The challenges in configuring CNNs are: 1) the search space is usually high dimensional and heterogeneous, resulting from a large number of structure choices (e.g., number of layers, layer type, etc.) and real parameters. 2) the computational time becomes the bottleneck when fitting a deep network structure to a relatively large data set. Those difficulties hinder the applicability of the traditional nonlinear black-box optimizers, for instance Evolutionary Algorithms Stanley & Miikkulainen (2002). Instead, it is proposed here to adopt the so-called Efficient Global Optimization Močkus (1975, 2012); Jones et al. (1998) (EGO) algorithm as the network configurator.
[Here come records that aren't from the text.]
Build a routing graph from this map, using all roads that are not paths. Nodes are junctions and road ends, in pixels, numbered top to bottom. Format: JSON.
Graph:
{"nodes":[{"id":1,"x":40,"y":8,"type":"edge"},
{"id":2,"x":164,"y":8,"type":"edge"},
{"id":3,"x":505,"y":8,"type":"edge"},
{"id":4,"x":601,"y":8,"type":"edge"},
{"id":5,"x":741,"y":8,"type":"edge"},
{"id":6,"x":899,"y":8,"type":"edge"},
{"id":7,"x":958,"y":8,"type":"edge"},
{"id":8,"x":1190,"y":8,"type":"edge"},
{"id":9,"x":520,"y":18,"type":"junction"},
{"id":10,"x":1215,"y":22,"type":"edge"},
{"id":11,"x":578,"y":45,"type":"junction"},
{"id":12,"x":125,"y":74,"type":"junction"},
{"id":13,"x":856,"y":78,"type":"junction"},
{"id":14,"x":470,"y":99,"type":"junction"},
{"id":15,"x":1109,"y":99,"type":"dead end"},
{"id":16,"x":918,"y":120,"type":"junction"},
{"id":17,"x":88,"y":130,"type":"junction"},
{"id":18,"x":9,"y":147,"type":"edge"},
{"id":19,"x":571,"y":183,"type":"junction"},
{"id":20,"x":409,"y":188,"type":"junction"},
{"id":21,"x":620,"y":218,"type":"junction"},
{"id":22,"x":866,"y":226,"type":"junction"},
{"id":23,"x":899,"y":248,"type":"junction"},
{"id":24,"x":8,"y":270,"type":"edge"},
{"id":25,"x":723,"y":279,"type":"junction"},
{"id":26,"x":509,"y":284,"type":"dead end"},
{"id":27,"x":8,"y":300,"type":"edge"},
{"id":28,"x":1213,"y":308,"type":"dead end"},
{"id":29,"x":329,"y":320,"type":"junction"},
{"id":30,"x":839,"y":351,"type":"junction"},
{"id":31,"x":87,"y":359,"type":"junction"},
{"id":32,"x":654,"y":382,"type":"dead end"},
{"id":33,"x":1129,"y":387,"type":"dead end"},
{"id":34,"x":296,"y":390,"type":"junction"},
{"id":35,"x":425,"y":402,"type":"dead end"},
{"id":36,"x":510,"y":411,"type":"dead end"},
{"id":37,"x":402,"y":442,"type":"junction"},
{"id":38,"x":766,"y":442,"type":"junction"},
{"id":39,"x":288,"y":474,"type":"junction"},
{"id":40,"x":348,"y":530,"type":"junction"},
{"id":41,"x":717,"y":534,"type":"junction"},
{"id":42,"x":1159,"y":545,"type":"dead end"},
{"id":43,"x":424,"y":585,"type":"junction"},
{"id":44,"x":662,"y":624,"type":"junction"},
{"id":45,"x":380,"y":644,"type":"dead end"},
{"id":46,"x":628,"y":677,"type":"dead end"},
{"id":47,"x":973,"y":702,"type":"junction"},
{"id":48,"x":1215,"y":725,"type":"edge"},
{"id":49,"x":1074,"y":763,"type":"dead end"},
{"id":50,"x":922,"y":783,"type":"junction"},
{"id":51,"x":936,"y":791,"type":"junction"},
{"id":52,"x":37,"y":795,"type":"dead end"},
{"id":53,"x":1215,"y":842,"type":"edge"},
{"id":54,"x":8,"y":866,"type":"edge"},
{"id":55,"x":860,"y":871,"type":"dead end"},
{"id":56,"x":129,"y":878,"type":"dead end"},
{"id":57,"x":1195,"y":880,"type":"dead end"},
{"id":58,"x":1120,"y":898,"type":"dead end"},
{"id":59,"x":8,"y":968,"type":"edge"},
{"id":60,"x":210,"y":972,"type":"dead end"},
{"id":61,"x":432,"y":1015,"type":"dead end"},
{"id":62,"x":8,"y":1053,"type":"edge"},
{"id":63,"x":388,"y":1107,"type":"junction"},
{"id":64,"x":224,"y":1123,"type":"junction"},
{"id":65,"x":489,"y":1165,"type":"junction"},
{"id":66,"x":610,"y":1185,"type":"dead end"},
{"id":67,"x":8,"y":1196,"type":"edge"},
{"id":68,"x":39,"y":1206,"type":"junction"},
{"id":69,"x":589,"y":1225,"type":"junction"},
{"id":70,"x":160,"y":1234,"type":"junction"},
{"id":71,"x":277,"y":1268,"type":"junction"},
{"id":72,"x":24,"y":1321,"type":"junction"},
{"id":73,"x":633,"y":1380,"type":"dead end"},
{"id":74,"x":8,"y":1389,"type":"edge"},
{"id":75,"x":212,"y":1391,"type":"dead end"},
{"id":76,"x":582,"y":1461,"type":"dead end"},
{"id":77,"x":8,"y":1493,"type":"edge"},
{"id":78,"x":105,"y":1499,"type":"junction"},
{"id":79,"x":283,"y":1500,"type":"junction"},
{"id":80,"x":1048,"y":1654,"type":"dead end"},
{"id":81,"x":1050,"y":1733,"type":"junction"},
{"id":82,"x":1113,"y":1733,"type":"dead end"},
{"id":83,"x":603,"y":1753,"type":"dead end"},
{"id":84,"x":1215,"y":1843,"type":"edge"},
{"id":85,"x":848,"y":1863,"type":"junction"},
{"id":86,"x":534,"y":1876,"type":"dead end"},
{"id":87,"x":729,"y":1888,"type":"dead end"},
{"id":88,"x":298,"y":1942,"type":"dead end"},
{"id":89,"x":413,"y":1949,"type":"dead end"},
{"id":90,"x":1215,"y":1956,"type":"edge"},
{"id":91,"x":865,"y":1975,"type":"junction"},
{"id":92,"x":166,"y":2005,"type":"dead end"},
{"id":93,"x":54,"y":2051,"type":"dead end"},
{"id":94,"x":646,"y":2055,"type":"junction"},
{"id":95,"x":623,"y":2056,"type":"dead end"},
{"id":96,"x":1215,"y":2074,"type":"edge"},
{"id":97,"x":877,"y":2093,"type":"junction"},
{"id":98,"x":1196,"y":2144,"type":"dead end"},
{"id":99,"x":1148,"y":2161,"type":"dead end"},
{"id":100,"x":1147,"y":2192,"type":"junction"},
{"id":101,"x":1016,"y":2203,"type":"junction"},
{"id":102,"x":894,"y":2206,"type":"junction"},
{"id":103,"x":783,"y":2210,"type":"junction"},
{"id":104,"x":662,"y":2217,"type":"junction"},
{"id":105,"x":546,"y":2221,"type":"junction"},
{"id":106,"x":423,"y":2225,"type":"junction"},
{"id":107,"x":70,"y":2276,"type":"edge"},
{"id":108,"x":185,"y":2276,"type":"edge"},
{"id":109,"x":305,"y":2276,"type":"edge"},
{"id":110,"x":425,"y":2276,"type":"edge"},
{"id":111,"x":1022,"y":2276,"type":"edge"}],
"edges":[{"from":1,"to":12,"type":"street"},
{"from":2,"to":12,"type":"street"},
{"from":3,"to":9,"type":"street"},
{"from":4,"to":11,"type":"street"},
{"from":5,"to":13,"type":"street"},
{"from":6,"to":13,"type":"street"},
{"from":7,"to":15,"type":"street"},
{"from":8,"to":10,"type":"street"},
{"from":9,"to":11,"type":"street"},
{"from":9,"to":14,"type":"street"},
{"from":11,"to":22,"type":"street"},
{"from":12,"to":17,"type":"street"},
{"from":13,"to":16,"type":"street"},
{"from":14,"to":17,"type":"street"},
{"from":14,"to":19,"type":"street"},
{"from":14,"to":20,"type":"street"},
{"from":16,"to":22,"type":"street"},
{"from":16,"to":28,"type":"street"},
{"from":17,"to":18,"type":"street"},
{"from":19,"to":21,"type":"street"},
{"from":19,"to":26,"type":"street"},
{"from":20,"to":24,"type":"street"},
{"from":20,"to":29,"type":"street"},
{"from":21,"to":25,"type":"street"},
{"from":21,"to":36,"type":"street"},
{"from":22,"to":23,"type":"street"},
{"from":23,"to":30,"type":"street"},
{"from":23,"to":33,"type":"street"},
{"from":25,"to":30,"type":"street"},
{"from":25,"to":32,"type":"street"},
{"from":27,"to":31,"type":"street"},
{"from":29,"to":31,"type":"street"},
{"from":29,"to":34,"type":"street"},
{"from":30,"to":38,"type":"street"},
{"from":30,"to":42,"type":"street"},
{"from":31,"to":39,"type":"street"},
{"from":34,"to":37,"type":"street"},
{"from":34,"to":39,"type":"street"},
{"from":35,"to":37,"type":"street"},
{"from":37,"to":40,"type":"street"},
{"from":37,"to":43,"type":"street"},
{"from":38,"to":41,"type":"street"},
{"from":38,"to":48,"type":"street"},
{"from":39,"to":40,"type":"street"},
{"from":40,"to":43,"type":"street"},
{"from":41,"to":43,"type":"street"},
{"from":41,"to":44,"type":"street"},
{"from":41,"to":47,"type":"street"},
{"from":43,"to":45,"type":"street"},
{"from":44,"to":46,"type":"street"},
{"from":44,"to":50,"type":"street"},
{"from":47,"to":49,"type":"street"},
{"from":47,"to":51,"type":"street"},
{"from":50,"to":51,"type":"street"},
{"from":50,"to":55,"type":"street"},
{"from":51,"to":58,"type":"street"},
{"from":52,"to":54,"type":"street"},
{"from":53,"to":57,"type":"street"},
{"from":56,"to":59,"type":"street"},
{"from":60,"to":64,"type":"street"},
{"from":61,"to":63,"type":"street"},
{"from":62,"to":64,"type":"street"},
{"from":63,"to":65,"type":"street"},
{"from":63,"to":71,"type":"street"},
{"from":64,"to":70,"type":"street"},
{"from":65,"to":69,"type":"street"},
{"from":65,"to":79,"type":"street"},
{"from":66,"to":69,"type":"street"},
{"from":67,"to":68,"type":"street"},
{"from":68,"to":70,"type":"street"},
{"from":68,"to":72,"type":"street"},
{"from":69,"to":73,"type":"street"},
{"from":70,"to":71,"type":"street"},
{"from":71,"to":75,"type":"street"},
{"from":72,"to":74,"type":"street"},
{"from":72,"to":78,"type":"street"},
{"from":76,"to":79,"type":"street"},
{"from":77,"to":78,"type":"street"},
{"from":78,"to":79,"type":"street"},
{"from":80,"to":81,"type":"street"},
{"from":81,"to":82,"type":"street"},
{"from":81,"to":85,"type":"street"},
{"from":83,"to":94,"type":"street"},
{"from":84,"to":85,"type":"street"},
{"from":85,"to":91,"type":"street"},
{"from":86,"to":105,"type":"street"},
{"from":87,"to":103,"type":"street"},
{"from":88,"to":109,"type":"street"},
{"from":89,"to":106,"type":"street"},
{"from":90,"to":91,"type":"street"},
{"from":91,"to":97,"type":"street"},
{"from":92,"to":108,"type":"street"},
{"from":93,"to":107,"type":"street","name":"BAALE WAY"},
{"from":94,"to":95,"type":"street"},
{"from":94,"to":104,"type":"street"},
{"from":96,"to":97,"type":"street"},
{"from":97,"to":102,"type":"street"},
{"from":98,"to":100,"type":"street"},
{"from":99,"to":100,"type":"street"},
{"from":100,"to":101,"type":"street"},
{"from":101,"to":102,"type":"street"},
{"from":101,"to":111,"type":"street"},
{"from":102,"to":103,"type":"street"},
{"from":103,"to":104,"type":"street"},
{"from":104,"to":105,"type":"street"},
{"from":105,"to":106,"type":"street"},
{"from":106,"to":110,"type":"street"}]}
The standard EGO algorithm is a sequential strategy designed for the expensive evaluation scenario, where a single candidate configuration is provided in each iteration. It is proposed to adapt the EGO algorithm to yield several candidate configurations in each iteration where the resulting configurations can be evaluated in parallel.

This paper is organized as follows. In section 2, the related approaches on network configuration are discussed. In section 3, we introduce the All-CNN configuration framework, using only convolutional layers, and the EGO-based configurator is explained in section 4. The proposed method is validated and tested in sections 5 and 6, followed by the demonstration of an application on a real-world problem.

2 Related Research

The optimization of hyper-parameters is a very known challenge and has been addressed in many works. For example, Bergstra & Bengio (2012) shows that random chosen trials are more efficient than using grid search to perform hyper-parameter optimization. Obviously, both random and grid search are far from optimal, and more sophisticated methods are required to search the very large and complex search space for optimizing deep artificial neural networks. More recent work of the same author Bergstra et al. (2013) shows that automatic hyper-parameter tuning can yield state-of-the-art result, In these papers, architectures are used that are known to work on a specific problem and are then fine-tuned by hyper-parameter optimization. Some other sophisticated algorithms to perform parameter tuning and automated machine learning configuration are Bayesian Optimization Snoek et al. (2012); Jones et al. (1998), Evolutionary Algorithms Loshchilov & Hutter (2016) and SMAC Hutter et al. (2011a), which try to quickly converge to practical well-performing hyper-parameters for a given machine learning algorithm.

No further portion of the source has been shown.